Vincere il referendum però a noi non basta; rappresenta solamente una battaglia, parte di una  lunga guerra che deve essere combattuta con una strategia globale, proprio come globalmente agisce il nemico. Deve essere il primo passo verso una vera e propria riappropriazione dei beni comuni che sono oggetto di un saccheggio, di cui molti di noi sono complici. Il processo di mercificazione coinvolge sempre più tutti gli aspetti della nostra vita, dalla nascita alla morte, concedendo agli individui l’illusione di essere liberi e poter scegliere ciò di cui hanno bisogno. Ma rimane un’illusione in quanto i bisogni sono il frutto di un “immaginario colonizzato”: la manipolazione mediatica spinge le persone a comprare prodotti nuovi e,  spesso, inutili. La scelta nella maggior parte dei casi non è più libera, ma è indotta da messaggi pubblicitari che portano alla creazione di nuovi bisogni.  È proprio qui che il nostro discorso sull’acqua pubblica tocca   quello dell’acqua in bottiglia. Molte delle persone a cui abbiamo domandato se fossero favorevoli alla privatizzazione dell’acqua ci hanno dato risposta negativa. Senza ombra di dubbio, dato che gli italiani sono i maggiori consumatori europei (e terzi al mondo) di acqua in bottiglia, possiamo affermare che tra i contrari alla privatizzazione dell’acqua ci sono numerosi consumatori di acqua in bottiglia. In altre parole,  questa incoerenza di fondo ci mostra come da un lato ci si mobiliti per l’acqua pubblica, mentre dall’altro si beva quella privata. Tra i nostri obiettivi, per la difesa dei beni comuni e la sopravvivenza dell’ambiente, deve esserci anche il cambiamento degli stili di vita fondati sulla crescita illimitata.

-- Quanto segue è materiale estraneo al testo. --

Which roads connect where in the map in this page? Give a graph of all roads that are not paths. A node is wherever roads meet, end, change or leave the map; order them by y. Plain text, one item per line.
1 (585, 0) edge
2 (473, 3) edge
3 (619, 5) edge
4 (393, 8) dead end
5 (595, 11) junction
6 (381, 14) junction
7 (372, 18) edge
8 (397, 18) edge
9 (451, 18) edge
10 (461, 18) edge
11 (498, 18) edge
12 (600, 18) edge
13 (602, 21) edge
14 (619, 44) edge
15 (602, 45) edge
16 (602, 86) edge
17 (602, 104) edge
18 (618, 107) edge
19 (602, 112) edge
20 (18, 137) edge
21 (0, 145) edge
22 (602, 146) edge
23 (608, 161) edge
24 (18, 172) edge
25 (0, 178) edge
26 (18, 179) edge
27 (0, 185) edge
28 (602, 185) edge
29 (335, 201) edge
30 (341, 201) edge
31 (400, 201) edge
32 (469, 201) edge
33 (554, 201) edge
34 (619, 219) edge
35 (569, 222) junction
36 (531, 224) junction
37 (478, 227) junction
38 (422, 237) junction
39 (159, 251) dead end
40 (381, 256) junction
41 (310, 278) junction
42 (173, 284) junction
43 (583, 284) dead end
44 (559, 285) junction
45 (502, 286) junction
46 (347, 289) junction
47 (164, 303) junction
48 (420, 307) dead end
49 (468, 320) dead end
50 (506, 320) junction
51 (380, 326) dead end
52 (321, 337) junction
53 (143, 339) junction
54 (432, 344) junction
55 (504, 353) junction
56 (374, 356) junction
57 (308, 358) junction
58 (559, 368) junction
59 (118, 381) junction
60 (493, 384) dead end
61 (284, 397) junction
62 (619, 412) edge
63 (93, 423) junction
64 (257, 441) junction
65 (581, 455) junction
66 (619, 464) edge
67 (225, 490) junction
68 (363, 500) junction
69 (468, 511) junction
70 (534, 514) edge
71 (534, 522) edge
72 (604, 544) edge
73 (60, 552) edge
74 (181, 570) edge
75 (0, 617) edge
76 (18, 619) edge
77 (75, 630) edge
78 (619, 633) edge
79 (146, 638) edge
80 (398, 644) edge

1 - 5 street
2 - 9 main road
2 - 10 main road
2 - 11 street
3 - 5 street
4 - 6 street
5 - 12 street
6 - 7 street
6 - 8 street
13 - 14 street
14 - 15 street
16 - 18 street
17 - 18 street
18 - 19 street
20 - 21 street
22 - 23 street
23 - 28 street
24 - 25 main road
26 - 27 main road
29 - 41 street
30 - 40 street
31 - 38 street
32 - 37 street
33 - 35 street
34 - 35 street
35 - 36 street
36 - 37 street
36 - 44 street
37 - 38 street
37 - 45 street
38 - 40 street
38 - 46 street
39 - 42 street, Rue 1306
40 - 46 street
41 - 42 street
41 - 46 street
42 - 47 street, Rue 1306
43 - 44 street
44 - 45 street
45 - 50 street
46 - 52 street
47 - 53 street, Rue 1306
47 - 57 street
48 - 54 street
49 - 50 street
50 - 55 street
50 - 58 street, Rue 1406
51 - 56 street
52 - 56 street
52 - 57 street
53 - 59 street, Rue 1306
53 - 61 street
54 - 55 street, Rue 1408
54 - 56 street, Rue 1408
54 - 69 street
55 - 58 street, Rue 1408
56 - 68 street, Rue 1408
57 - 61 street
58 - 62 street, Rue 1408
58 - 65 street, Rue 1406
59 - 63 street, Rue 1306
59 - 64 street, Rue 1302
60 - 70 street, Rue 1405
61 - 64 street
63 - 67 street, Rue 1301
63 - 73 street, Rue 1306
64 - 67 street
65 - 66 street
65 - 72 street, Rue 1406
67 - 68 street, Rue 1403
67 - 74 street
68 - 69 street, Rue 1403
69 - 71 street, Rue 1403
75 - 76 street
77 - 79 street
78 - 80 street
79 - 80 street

In Italia l’acqua in bottiglia è quasi totalmente controllata dalle multinazionali. I gruppi Sanpellegrino-Nestlè, San Benedetto, Rocchetta-Uliveto, Ferrarelle, Fonti di Vinadio, Norda, Spumador e Gaudianello controllano il 71% delle vendite. Gli italiani spendono circa 3,2 miliardi di euro per comprare acqua minerale, cifre non giustificate data la buona qualità dell’acqua che arriva nelle nostre case.  Il meccanismo che permette a questo mercato di essere così imponente, e impedisce una corretta informazione sullo stato dell’acqua e normative relative, è la pubblicità.  L’incremento delle vendite dal 1980 ad oggi è stato del 313%; allo stesso tempo si è avuto un miglioramento di efficienza e qualità delle reti idriche che portano l’acqua nelle nostre case le quali, tranne in rari casi, non vengono pubblicizzate. Tutti invece hanno sentito parlare dell’acqua povera di sodio, quella che stimola la diuresi o quella che rende belli fuori. Dal 1991 gli investimenti delle aziende sui mezzi di informazione sono quadruplicati: nel 2005 ammontavano a circa milioni di euro. Talvolta la pubblicità può anche essere ingannevole e mettere esplicitamente in discussione l’acqua del rubinetto, come ha fatto Mineracqua (federazione italiana delle industrie delle acqua minerali naturali). La sua campagna pubblicitaria, per fortuna, è stata bloccata dal Giurì di autodisciplina pubblicitaria nel Novembre del 2010.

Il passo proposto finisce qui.